[Data entries]
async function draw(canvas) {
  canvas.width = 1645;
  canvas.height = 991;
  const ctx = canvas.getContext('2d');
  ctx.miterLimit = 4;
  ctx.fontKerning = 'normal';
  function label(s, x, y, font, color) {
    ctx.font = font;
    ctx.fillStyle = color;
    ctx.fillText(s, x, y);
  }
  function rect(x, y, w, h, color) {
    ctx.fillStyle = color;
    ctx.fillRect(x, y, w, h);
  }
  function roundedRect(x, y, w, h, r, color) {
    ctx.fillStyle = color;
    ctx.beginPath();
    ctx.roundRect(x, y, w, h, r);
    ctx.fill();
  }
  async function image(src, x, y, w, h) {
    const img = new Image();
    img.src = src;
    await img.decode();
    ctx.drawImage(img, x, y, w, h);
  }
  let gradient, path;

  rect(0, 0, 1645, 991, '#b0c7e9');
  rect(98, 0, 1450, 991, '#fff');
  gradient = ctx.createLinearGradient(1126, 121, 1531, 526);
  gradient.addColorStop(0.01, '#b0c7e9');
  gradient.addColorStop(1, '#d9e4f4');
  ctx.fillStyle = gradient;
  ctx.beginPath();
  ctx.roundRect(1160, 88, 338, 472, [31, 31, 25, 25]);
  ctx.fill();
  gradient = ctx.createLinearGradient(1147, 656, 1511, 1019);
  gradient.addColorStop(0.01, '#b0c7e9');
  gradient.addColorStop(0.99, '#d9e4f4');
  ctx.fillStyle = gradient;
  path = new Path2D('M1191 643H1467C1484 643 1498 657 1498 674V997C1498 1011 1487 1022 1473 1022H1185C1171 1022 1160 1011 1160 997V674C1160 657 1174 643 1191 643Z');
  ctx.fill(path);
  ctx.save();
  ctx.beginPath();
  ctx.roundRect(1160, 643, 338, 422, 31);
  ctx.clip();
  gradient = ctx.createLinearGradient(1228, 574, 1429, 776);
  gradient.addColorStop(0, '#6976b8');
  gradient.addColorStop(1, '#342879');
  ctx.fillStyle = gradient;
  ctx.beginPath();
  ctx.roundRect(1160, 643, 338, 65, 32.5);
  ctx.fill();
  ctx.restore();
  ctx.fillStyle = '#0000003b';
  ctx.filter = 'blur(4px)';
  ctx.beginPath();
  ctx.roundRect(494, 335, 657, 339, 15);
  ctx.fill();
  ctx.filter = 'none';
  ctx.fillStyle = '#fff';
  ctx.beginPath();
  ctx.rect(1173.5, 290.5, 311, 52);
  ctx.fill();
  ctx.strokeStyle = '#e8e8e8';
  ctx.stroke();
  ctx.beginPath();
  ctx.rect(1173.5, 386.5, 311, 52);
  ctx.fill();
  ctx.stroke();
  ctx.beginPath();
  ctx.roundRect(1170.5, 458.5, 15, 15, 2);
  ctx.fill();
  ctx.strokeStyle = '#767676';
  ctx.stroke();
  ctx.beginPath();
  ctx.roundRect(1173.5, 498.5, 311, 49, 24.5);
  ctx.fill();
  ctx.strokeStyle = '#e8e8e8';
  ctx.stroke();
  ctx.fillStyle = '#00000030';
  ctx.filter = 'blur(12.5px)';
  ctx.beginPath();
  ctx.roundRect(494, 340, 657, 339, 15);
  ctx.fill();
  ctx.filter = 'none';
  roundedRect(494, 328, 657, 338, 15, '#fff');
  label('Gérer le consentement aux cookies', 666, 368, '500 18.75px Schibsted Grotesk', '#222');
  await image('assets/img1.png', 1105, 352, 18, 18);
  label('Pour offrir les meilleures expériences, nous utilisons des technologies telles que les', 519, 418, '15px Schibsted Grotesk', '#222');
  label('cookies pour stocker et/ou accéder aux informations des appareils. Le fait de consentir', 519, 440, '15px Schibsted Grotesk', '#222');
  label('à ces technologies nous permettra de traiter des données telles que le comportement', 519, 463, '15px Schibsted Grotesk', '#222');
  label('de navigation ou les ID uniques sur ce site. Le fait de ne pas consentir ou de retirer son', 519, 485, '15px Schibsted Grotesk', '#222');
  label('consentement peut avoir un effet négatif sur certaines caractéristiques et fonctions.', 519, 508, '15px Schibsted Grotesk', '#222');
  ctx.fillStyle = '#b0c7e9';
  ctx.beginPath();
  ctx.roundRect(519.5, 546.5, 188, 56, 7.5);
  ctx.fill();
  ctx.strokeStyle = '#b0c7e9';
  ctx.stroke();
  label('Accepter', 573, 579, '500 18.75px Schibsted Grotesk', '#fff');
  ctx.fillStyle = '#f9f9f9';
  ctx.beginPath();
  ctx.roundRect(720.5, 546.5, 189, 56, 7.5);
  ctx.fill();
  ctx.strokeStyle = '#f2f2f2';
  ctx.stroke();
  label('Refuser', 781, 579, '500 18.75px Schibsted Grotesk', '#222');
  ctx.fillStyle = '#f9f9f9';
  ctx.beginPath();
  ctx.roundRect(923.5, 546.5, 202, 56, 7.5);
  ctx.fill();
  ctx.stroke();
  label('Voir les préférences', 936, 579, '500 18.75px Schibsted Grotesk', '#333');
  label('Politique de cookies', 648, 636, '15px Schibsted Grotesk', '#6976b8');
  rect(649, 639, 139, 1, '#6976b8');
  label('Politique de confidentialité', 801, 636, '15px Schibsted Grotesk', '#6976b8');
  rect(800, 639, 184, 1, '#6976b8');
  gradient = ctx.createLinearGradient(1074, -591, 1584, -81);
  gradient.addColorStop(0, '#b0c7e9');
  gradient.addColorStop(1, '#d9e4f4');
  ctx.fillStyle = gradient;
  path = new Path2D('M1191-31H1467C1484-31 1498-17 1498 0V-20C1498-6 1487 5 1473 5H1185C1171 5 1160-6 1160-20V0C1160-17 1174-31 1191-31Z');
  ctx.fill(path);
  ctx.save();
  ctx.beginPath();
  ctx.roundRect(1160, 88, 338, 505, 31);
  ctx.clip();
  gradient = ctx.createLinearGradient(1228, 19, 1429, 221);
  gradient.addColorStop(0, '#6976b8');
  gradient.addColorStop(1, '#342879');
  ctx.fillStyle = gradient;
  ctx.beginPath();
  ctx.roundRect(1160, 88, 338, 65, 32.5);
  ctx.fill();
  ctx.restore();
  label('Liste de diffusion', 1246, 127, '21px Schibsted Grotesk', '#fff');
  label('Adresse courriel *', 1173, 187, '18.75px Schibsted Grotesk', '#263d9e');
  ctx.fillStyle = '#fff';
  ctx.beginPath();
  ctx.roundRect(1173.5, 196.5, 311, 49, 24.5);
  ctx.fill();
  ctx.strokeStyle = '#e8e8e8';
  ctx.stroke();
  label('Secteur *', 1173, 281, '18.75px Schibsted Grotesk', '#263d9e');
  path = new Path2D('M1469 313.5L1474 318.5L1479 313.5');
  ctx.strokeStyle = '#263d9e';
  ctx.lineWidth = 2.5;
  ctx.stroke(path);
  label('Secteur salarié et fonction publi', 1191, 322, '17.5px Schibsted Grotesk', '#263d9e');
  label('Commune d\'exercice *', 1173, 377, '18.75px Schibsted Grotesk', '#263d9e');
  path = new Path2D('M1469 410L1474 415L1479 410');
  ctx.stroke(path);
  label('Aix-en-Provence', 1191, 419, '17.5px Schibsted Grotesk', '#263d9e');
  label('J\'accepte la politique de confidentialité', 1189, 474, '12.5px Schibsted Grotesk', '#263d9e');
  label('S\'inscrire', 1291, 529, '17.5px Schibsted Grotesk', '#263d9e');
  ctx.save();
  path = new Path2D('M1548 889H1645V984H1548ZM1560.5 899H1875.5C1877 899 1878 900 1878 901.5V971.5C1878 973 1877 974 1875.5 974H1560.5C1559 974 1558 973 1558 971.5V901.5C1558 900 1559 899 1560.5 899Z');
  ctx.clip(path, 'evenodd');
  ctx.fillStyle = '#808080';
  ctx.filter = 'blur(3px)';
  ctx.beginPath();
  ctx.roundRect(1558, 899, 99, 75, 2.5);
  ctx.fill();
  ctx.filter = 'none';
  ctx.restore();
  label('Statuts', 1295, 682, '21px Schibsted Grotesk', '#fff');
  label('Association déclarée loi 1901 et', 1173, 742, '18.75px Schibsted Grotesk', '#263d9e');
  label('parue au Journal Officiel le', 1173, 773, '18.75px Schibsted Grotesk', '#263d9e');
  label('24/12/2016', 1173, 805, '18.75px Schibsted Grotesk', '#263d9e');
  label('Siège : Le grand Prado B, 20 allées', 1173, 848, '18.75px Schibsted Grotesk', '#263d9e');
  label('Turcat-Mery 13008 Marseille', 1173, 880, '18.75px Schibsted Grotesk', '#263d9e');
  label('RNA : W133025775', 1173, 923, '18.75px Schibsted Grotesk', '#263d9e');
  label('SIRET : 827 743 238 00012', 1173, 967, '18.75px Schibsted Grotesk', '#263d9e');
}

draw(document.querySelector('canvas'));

**EXERCISE REQUIREMENTS**
Return, with no change at all, every line in the entries above from the line containing "ctx.miterLimit = 4;" through the line containing "let gradient, path;".

**EXERCISE SOLUTION**
  ctx.miterLimit = 4;
  ctx.fontKerning = 'normal';
  function label(s, x, y, font, color) {
    ctx.font = font;
    ctx.fillStyle = color;
    ctx.fillText(s, x, y);
  }
  function rect(x, y, w, h, color) {
    ctx.fillStyle = color;
    ctx.fillRect(x, y, w, h);
  }
  function roundedRect(x, y, w, h, r, color) {
    ctx.fillStyle = color;
    ctx.beginPath();
    ctx.roundRect(x, y, w, h, r);
    ctx.fill();
  }
  async function image(src, x, y, w, h) {
    const img = new Image();
    img.src = src;
    await img.decode();
    ctx.drawImage(img, x, y, w, h);
  }
  let gradient, path;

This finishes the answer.